ルネサンスホテルのロビーに入ると、既にヤマがソファーに腰かけて待っていた。慌てて駆け寄り、合掌して挨拶をするゴパルだ。
「あわわ……失礼しました。待たせてしまいましたか」
ヤマが疲れた表情ながらも笑って答えた。顔の前で両手をブンブン振っている。彼はスーツにネクタイの姿なのだが、元気がないせいか地味な印象に見えている。バーコード頭も所々断線していて髪が跳ねていた。
「まだ時間前ですから、気にしなくて構いませんよ。サト君には振り回されてばかりですね、ははは……」
ゴパルが急いで部屋に駆け戻り、軽く汗を流してから着替えてロビーに戻った。ヤマと同じくスーツにネクタイ姿になっている。着慣れていない様子だが。
ヤマがチヤをすすっているので、ゴパルもいつもの男スタッフに一杯頼んだ。
「サト君は強制帰国になると聞いています。彼が居なくなると、農業開発局も困るでしょうね」
ヤマが肩を落として背中を丸めた。
「それも深刻なのですが、もう一つあるんですよ」
ヤマによると、サトの任務は農業指導だけではなくて、その後に始まる大きな村落開発プロジェクトの先駆けとしての意味合いもあったらしい。数名の支援隊員がカリカ地区とその周辺に滞在して、農業と土木建築を含んだ総合開発を行う計画だ。
それが今回の事件で白紙になった。
「既に人選を終えていて、日本で語学訓練中だったそうです。年明けにポカラへ派遣される手続きになっていたのですが……別の地域へ振り分けると事務所長から聞きました。西部地域のようですね」
ここでいう年明けとは、西暦太陽暦の新年を指す。一ヶ月半後だ。
ゴパルがチヤをすすりながら同情した。
「無線機を盗まれたのが悪かったのかも知れませんね。軍の関係者に聞いたのですが、軍事転用できる機械なので看過できないみたいです」
ヤマがさらに背中を丸めて、ため息をついた。ハの字型の眉も角度が増して、険しい山の型になっていく。
「ゴパル先生がスマホだけでアンナプルナ内院から通信できているのに、無理して無線機なんかを導入したんですよ。困ったものです」
ゴパルがチヤをすすりながらロビーの外を眺めると、到着したタクシーからカルパナが下りるのが見えた。
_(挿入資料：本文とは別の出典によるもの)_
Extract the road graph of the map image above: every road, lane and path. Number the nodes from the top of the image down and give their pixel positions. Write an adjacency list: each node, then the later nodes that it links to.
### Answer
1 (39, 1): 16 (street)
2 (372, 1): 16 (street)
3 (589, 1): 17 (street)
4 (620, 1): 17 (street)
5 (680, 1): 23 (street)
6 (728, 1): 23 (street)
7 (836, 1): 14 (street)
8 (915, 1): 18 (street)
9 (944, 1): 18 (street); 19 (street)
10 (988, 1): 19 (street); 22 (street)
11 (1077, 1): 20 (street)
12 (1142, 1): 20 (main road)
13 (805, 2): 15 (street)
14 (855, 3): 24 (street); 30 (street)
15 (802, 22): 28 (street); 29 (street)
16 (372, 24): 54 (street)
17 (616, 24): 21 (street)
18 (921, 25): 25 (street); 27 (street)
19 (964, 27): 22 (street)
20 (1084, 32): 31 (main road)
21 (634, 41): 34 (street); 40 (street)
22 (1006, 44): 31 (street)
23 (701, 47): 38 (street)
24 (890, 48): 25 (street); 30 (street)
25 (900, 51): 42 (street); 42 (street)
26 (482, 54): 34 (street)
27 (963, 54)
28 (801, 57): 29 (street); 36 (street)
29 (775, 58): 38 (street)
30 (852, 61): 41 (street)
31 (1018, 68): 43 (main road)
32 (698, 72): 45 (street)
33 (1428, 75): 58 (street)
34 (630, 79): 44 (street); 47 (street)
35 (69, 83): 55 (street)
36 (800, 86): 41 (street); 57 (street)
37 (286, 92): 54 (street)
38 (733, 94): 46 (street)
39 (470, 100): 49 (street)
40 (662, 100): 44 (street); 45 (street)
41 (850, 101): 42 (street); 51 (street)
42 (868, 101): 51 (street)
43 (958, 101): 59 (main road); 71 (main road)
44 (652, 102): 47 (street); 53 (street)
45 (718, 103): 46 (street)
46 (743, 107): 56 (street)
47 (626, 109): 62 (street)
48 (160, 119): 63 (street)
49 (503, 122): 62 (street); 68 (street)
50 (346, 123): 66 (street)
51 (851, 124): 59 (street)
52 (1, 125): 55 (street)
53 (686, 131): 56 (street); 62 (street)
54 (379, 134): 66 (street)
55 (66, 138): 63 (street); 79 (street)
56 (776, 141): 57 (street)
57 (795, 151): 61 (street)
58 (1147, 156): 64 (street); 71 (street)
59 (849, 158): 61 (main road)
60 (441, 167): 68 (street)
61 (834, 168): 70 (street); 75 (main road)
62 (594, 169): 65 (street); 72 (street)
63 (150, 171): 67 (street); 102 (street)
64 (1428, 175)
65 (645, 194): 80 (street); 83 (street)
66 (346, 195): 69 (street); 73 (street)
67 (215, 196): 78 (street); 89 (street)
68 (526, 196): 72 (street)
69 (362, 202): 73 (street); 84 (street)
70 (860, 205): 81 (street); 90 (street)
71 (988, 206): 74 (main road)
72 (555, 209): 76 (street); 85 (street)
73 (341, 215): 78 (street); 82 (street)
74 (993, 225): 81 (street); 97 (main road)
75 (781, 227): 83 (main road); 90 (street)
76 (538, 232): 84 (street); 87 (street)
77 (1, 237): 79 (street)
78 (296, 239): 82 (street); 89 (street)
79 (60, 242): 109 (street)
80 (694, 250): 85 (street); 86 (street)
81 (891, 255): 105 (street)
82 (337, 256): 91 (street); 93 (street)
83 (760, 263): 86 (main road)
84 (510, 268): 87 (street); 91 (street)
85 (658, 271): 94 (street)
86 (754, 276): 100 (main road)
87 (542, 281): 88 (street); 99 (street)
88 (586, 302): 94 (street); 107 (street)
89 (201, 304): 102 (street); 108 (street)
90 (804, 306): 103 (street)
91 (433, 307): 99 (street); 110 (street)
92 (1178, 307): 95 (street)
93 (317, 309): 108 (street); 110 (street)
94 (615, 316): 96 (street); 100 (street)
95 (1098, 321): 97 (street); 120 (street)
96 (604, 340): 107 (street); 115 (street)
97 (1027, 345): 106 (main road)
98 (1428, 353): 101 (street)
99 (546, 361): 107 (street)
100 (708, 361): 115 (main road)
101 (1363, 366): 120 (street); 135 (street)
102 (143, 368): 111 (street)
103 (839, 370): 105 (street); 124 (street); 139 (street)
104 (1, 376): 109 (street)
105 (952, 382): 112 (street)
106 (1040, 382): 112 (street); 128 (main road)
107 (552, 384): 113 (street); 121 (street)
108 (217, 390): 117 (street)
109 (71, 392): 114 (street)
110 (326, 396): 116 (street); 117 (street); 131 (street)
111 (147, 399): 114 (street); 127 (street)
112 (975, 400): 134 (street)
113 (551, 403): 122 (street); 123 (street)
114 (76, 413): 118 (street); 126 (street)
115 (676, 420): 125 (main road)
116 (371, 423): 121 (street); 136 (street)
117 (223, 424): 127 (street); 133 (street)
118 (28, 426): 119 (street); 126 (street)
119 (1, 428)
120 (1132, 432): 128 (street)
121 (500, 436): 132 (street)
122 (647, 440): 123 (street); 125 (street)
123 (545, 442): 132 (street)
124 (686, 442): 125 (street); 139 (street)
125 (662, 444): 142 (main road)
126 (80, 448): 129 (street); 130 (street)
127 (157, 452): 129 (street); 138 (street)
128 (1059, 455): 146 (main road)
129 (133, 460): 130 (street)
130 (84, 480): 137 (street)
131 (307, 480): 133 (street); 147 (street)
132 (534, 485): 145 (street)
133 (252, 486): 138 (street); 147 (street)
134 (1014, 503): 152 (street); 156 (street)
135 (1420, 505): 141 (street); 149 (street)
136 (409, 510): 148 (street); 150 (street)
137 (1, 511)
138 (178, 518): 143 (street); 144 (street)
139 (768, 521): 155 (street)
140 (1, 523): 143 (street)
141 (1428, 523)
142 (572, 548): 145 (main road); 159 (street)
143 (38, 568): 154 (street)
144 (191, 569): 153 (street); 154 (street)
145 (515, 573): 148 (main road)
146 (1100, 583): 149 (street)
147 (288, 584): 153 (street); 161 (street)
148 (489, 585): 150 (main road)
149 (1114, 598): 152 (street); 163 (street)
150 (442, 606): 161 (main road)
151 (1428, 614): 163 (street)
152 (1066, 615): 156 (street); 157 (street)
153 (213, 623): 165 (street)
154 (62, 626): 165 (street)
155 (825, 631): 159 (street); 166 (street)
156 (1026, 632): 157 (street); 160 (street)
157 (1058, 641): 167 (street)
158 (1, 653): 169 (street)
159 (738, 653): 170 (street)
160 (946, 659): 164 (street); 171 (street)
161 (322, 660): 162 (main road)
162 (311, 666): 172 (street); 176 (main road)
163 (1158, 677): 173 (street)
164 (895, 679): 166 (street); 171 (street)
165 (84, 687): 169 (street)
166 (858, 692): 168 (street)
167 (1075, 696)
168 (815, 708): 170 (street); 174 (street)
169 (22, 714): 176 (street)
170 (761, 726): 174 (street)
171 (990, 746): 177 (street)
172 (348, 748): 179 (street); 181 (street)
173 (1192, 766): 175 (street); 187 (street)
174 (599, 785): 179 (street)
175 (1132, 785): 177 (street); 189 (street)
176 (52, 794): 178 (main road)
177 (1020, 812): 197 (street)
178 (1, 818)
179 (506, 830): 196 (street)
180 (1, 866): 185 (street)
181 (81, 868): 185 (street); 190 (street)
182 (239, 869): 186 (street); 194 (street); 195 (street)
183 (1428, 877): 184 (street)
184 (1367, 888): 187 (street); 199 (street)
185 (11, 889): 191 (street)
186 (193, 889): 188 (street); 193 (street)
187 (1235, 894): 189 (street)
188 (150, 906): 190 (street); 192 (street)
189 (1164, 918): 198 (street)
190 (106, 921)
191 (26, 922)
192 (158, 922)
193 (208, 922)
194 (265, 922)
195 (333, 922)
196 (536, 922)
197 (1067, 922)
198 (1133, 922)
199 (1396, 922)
彼女も今は小奇麗なサルワールカミーズ姿に着替えている。
「語学研修もネパール語だけではなくて、グルン語もやっておくべきでしたね。そうすれば、現地の協力も得やすくなったと思いますよ。カルパナさんが到着しました」
カルパナが小走りでやって来て、ヤマに合掌して挨拶をした。
「お待たせしました。あれ? 今回も私とゴパル先生だけですか?」
も? と聞いて小首をかしげるヤマだったが、合掌して挨拶を返した。
「お二人には、パメで車が落下した際にも助けてもらいました。カリカ地区の川で溺れた時もですよね。そのお礼も兼ねていますよ」
恐らくは、またサビーナや協会長の入れ知恵なのだろうなあ……と推測するゴパルとカルパナである。
とりあえず、情報共有した方が良いだろうと思い、ゴパルがカルパナにサト事件の余波について話した。深刻そうな表情になるカルパナだ。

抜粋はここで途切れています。